Data for analysis:
Start of Block

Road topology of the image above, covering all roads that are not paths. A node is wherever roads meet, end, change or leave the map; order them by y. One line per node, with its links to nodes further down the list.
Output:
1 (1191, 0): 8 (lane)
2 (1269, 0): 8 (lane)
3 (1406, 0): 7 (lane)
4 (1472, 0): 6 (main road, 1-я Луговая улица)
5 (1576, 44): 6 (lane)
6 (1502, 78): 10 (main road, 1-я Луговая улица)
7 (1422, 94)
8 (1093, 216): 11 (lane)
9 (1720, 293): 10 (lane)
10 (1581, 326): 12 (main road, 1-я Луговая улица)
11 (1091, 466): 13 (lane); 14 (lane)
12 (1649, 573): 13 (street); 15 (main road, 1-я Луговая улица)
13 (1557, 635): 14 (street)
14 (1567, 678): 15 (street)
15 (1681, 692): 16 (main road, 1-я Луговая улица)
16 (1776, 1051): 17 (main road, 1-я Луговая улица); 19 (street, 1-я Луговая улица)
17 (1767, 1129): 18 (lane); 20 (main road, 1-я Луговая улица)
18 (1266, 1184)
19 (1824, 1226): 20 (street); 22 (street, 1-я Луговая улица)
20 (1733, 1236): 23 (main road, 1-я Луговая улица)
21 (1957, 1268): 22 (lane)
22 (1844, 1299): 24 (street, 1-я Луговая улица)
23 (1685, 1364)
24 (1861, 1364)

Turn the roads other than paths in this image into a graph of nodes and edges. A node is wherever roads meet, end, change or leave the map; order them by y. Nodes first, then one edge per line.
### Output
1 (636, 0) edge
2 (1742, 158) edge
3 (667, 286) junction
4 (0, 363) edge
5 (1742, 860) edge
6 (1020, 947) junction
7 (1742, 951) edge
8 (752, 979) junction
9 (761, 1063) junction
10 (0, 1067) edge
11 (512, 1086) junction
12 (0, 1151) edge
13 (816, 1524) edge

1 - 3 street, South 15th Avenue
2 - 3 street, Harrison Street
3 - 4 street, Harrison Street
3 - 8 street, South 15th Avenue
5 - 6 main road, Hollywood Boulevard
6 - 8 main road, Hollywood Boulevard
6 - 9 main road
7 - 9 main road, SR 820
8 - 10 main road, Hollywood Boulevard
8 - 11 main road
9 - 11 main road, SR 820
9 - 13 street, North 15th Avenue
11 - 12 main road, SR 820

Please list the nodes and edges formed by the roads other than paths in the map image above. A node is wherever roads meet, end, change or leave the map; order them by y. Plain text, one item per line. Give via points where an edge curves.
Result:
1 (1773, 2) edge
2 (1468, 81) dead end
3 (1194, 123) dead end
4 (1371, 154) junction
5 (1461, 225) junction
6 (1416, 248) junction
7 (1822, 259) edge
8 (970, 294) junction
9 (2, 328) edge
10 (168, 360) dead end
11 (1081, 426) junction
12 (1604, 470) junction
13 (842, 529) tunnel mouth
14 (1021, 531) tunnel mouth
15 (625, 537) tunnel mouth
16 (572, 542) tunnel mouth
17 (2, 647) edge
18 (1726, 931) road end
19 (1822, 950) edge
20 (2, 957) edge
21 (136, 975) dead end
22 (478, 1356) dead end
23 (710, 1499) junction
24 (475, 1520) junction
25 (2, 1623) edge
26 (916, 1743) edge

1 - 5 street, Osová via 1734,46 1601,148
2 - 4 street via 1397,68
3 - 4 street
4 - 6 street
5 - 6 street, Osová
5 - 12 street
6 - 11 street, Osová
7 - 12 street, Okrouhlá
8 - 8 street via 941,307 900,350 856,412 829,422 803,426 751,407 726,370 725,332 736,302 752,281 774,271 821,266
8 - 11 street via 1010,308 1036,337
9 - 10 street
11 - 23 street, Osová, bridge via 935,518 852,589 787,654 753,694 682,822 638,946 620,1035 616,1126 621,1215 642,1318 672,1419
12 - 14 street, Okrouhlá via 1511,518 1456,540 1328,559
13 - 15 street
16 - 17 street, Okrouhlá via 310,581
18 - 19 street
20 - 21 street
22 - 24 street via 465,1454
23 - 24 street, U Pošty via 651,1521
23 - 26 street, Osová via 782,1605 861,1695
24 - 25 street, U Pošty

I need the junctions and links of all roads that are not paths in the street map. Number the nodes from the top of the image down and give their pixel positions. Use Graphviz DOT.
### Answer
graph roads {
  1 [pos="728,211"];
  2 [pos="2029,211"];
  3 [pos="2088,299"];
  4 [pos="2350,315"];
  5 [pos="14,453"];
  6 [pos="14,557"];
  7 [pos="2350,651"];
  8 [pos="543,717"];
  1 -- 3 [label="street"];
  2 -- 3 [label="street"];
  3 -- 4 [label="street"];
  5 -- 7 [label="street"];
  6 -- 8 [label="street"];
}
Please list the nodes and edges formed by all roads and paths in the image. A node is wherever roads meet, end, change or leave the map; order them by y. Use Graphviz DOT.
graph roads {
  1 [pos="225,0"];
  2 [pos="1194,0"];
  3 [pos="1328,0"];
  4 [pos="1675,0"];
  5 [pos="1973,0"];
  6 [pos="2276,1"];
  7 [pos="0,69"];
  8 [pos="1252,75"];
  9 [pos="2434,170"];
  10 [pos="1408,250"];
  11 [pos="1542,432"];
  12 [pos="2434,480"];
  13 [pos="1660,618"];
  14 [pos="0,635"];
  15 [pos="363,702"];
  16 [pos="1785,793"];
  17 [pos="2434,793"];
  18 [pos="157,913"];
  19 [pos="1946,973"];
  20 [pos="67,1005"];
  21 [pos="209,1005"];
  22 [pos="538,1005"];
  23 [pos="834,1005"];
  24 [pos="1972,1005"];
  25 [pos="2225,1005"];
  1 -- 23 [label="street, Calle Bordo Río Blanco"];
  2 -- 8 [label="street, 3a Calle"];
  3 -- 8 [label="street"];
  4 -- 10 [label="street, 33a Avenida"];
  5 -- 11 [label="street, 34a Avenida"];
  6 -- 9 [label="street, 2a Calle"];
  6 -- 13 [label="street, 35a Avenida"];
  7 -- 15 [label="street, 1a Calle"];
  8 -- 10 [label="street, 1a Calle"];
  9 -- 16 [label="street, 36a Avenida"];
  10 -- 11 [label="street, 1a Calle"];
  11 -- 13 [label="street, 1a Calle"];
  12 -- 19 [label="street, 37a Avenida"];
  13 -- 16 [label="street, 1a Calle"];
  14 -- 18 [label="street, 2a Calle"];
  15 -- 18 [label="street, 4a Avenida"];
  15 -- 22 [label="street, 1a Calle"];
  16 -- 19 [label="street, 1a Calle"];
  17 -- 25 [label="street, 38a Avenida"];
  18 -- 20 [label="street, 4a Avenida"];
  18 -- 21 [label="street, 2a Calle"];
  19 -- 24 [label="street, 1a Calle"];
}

End of Block

Requirement:
Copy out, word for word, only the lines from the one with "I need the junctions" through the last line of the material above.

Answer box:
I need the junctions and links of all roads that are not paths in the street map. Number the nodes from the top of the image down and give their pixel positions. Use Graphviz DOT.
### Answer
graph roads {
  1 [pos="728,211"];
  2 [pos="2029,211"];
  3 [pos="2088,299"];
  4 [pos="2350,315"];
  5 [pos="14,453"];
  6 [pos="14,557"];
  7 [pos="2350,651"];
  8 [pos="543,717"];
  1 -- 3 [label="street"];
  2 -- 3 [label="street"];
  3 -- 4 [label="street"];
  5 -- 7 [label="street"];
  6 -- 8 [label="street"];
}
Please list the nodes and edges formed by all roads and paths in the image. A node is wherever roads meet, end, change or leave the map; order them by y. Use Graphviz DOT.
graph roads {
  1 [pos="225,0"];
  2 [pos="1194,0"];
  3 [pos="1328,0"];
  4 [pos="1675,0"];
  5 [pos="1973,0"];
  6 [pos="2276,1"];
  7 [pos="0,69"];
  8 [pos="1252,75"];
  9 [pos="2434,170"];
  10 [pos="1408,250"];
  11 [pos="1542,432"];
  12 [pos="2434,480"];
  13 [pos="1660,618"];
  14 [pos="0,635"];
  15 [pos="363,702"];
  16 [pos="1785,793"];
  17 [pos="2434,793"];
  18 [pos="157,913"];
  19 [pos="1946,973"];
  20 [pos="67,1005"];
  21 [pos="209,1005"];
  22 [pos="538,1005"];
  23 [pos="834,1005"];
  24 [pos="1972,1005"];
  25 [pos="2225,1005"];
  1 -- 23 [label="street, Calle Bordo Río Blanco"];
  2 -- 8 [label="street, 3a Calle"];
  3 -- 8 [label="street"];
  4 -- 10 [label="street, 33a Avenida"];
  5 -- 11 [label="street, 34a Avenida"];
  6 -- 9 [label="street, 2a Calle"];
  6 -- 13 [label="street, 35a Avenida"];
  7 -- 15 [label="street, 1a Calle"];
  8 -- 10 [label="street, 1a Calle"];
  9 -- 16 [label="street, 36a Avenida"];
  10 -- 11 [label="street, 1a Calle"];
  11 -- 13 [label="street, 1a Calle"];
  12 -- 19 [label="street, 37a Avenida"];
  13 -- 16 [label="street, 1a Calle"];
  14 -- 18 [label="street, 2a Calle"];
  15 -- 18 [label="street, 4a Avenida"];
  15 -- 22 [label="street, 1a Calle"];
  16 -- 19 [label="street, 1a Calle"];
  17 -- 25 [label="street, 38a Avenida"];
  18 -- 20 [label="street, 4a Avenida"];
  18 -- 21 [label="street, 2a Calle"];
  19 -- 24 [label="street, 1a Calle"];
}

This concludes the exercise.